Eine Kritik von Adalmar (Bewertung des Films: 10 / 10) eingetragen am 13.11.2007, seitdem 1103 Mal gelesen
"Quai des orfèvres" ist ein relativ frühes Werk von Henri-Georges Clouzot, einem der begabtesten Regisseure des 20. Jahrhunderts, der leider viel zu unbekannt ist - vielleicht, weil seine Filme der Journaille und den breiten Publikumsschichten zu pessimistisch sind und die Abgründe der menschlichen Existenz unbarmherzig in den Blick nehmen. Der hier zu besprechende Film gilt immerhin noch als sein freundlichstes Werk und verläuft relativ versöhnlich, auch wenn er die Einsamkeit und die verborgenen Leidenschaften seiner Figuren durchgängig mal mehr, mal weniger offen thematisiert. Dies wird in ein schillerndes Sittengemälde der Nachkriegszeit in Paris gekleidet.

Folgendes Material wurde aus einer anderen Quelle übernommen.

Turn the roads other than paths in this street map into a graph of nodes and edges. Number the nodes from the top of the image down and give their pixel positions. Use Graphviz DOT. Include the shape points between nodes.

Der Berufsmusiker Maurice [Bernard Blier] ist geplagt von Eifersucht auf die vielen Verehrer seiner Frau Jenny [Suzy Delair], einer populären Chansonsängerin. Als der reiche Lüstling Brignon [Charles Dullin] sie durch ein Karriereangebot anzulocken versucht, bedroht er ihn öffentlich. Kurz darauf wird Brignon ermordet. Nicht nur Maurice steht unter Verdacht, sondern auch Jenny und ihre Freundin, die Fotografin Dora [Simone Renant] werden von dem knurrigen Polizisten Antoine [Louis Juvet] verhört. Jenny gesteht Dora den Mord, aber tut sie das vielleicht nur, um jemanden zu schützen? Es entsteht ein Clouzot-typisches Verwirrspiel.

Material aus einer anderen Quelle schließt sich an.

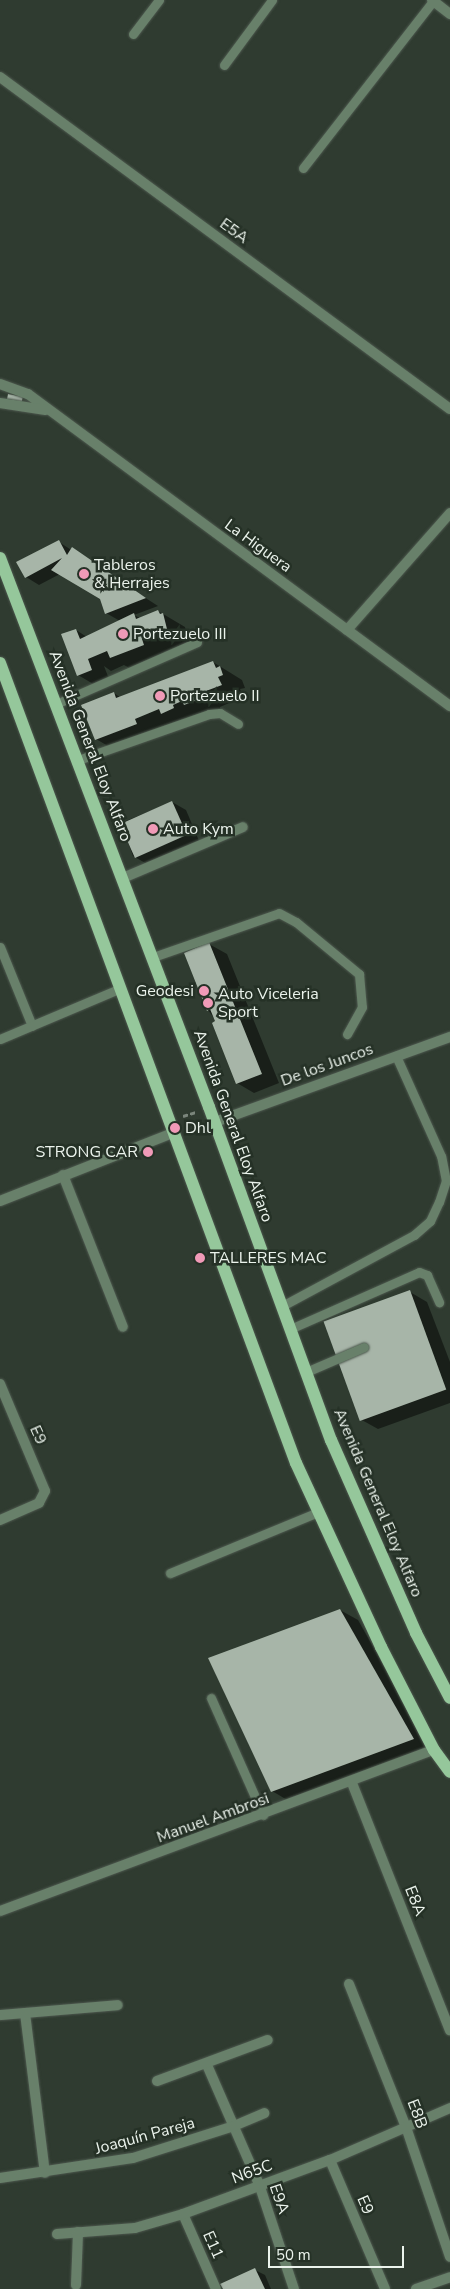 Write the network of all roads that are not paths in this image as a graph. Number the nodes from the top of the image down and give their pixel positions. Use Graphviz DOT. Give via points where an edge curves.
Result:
graph roads {
  1 [pos="159,0"];
  2 [pos="272,0"];
  3 [pos="432,0"];
  4 [pos="450,14"];
  5 [pos="133,34"];
  6 [pos="224,65"];
  7 [pos="0,77"];
  8 [pos="302,168"];
  9 [pos="0,384"];
  10 [pos="0,404"];
  11 [pos="450,409"];
  12 [pos="48,411"];
  13 [pos="450,513"];
  14 [pos="0,558"];
  15 [pos="347,630"];
  16 [pos="197,642"];
  17 [pos="0,663"];
  18 [pos="56,704"];
  19 [pos="450,706"];
  20 [pos="238,724"];
  21 [pos="78,760"];
  22 [pos="243,827"];
  23 [pos="123,878"];
  24 [pos="0,947"];
  25 [pos="153,957"];
  26 [pos="121,988"];
  27 [pos="32,1026"];
  28 [pos="347,1034"];
  29 [pos="450,1037"];
  30 [pos="0,1039"];
  31 [pos="396,1056"];
  32 [pos="215,1122"];
  33 [pos="172,1126"];
  34 [pos="63,1175"];
  35 [pos="0,1201"];
  36 [pos="439,1302"];
  37 [pos="282,1306"];
  38 [pos="123,1326"];
  39 [pos="290,1329"];
  40 [pos="364,1347"];
  41 [pos="306,1372"];
  42 [pos="0,1384"];
  43 [pos="318,1512"];
  44 [pos="0,1520"];
  45 [pos="170,1573"];
  46 [pos="211,1698"];
  47 [pos="450,1698"];
  48 [pos="434,1750"];
  49 [pos="450,1772"];
  50 [pos="352,1783"];
  51 [pos="263,1816"];
  52 [pos="0,1911"];
  53 [pos="349,1984"];
  54 [pos="118,2005"];
  55 [pos="25,2014"];
  56 [pos="0,2015"];
  57 [pos="450,2030"];
  58 [pos="268,2040"];
  59 [pos="207,2065"];
  60 [pos="158,2081"];
  61 [pos="450,2108"];
  62 [pos="264,2113"];
  63 [pos="234,2126"];
  64 [pos="406,2127"];
  65 [pos="330,2160"];
  66 [pos="45,2173"];
  67 [pos="0,2178"];
  68 [pos="259,2184"];
  69 [pos="183,2214"];
  70 [pos="78,2232"];
  71 [pos="56,2234"];
  72 [pos="450,2257"];
  73 [pos="450,2277"];
  74 [pos="76,2285"];
  75 [pos="216,2289"];
  76 [pos="294,2289"];
  77 [pos="385,2289"];
  78 [pos="416,2289"];
  1 -- 5 [label="lane"];
  2 -- 6 [label="lane"];
  3 -- 4 [label="street"];
  3 -- 8 [label="lane"];
  7 -- 11 [label="street, E5A"];
  9 -- 12 [label="street, La Higuera" via="28,394"];
  10 -- 12 [label="street, La Higuera"];
  12 -- 15 [label="street, La Higuera"];
  13 -- 15 [label="street"];
  14 -- 18 [label="main road, Avenida General Eloy Alfaro"];
  15 -- 19 [label="street, La Higuera"];
  16 -- 18 [label="lane"];
  17 -- 26 [label="main road"];
  18 -- 21 [label="main road, Avenida General Eloy Alfaro"];
  20 -- 21 [label="lane" via="220,713 210,714"];
  21 -- 23 [label="main road, Avenida General Eloy Alfaro"];
  22 -- 23 [label="street"];
  23 -- 25 [label="main road, Avenida General Eloy Alfaro"];
  24 -- 27 [label="lane"];
  25 -- 28 [label="lane" via="279,913 296,922 359,974 362,1007"];
  25 -- 32 [label="main road, Avenida General Eloy Alfaro"];
  26 -- 27 [label="lane"];
  26 -- 33 [label="main road"];
  27 -- 30 [label="lane"];
  29 -- 31 [label="street, De los Juncos"];
  31 -- 32 [label="street, De los Juncos"];
  31 -- 37 [label="lane" via="441,1156 446,1180 430,1222 414,1235"];
  32 -- 37 [label="main road, Avenida General Eloy Alfaro"];
  33 -- 34 [label="street"];
  33 -- 43 [label="main road" via="296,1463"];
  34 -- 35 [label="street"];
  34 -- 38 [label="street"];
  36 -- 39 [label="lane" via="427,1275 419,1272"];
  37 -- 39 [label="main road, Avenida General Eloy Alfaro"];
  39 -- 41 [label="main road, Avenida General Eloy Alfaro"];
  40 -- 41 [label="lane"];
  41 -- 47 [label="main road, Avenida General Eloy Alfaro" via="331,1440 416,1633"];
  42 -- 44 [label="street, E9" via="44,1484 44,1498 31,1508"];
  43 -- 45 [label="lane"];
  43 -- 48 [label="main road" via="381,1647"];
  46 -- 51 [label="lane"];
  48 -- 49 [label="main road"];
  48 -- 50 [label="street, Manuel Ambrosi"];
  50 -- 51 [label="street, Manuel Ambrosi"];
  50 -- 57 [label="street, E8A"];
  51 -- 52 [label="street, Manuel Ambrosi"];
  53 -- 64 [label="street, E8B"];
  54 -- 55 [label="street"];
  55 -- 56 [label="street"];
  55 -- 66 [label="street"];
  58 -- 59 [label="street"];
  59 -- 60 [label="street"];
  59 -- 63 [label="street, E9A"];
  61 -- 64 [label="street, N65C"];
  62 -- 63 [label="street, Joaquín Pareja"];
  63 -- 66 [label="street, Joaquín Pareja" via="133,2158"];
  63 -- 68 [label="street, E9A"];
  64 -- 65 [label="street, N65C"];
  64 -- 72 [label="street, E8B"];
  65 -- 68 [label="street, N65C"];
  65 -- 77 [label="street, E9"];
  66 -- 67 [label="street, Joaquín Pareja"];
  68 -- 69 [label="street, N65C"];
  68 -- 76 [label="street, E9A"];
  69 -- 70 [label="street, N65C" via="135,2228"];
  69 -- 75 [label="street, E11"];
  70 -- 71 [label="street, N65C"];
  70 -- 74 [label="street"];
  73 -- 78 [label="street"];
}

1947 hatte Clouzot gerade wieder die Erlaubnis zum Filmen bekommen, nachdem ihm die Alliierten diese unter dem Vorwurf der Kollaboration mit der deutschen Besatzungsmacht entzogen hatten. Auch diese Erfahrung trug möglicherweise zu seiner pessimistischen Sichtweise auf das Pariser Kleinkunstmilieu bei, dem er mit dieser vielfältigen Darstellung dennoch eine Art Liebeserklärung macht. Jedoch sind alle Hauptfiguren auf ihre Art unglücklich. Maurice hat seine Frau ständig in Verdacht, etwas mit anderen Männern anzufangen, womit er nicht nur sich, sondern auch sie quält, da er ihre aufrichtigen Gefühle kaum mehr wahrnimmt. Dora hingegen hegt eine verborgene Zuneigung zu Jenny. Auch der Inspektor führt ein einsames Leben, dessen einziger Inhalt ein Junge ist, den er aus Afrika mitgebracht hat. In einer denkwürdigen Szene sagt er zu Dora: "Sie und ich haben etwas gemeinsam: Wir beide werden nie Glück bei Frauen haben". Für die 40er Jahre durchaus bemerkenswert.
Auch in anderen Szenen wird deutlich, dass Jenny nicht nur auf Männer, sondern auch auf Frauen eine erotische Anziehung ausübt und darüber Bescheid weiß. Dafür genügt ein intensiver Augenkontakt, der zwischen ihr und einer unbekannten Dame während eines Gesangsauftritts zu beobachten ist. Clouzot ist der Regisseur, der solche Szenen in ihrer ganzen subtilen Leidenschaftlichkeit abzubilden weiß. Immer wieder schafft er Impressionen, wie es sie nur im Schwarzweißfilm geben kann, so dass man ständig Bilder festhalten und einrahmen möchte. Es gibt kaum einen Film, der so vieles nur über Blicke ausdrückt. Mit den gefühlvollen Chansons ist auch für den gebührenden Hörgenuss gesorgt.
Insgesamt ein hervorragender Pariser Bilderbogen, der eine spannende Krimihandlung mit intensiven Blicken ins Innere seiner Figuren verbindet und sensibel auf ihre unterschwelligen Ängste und Sehnsüchte eingeht.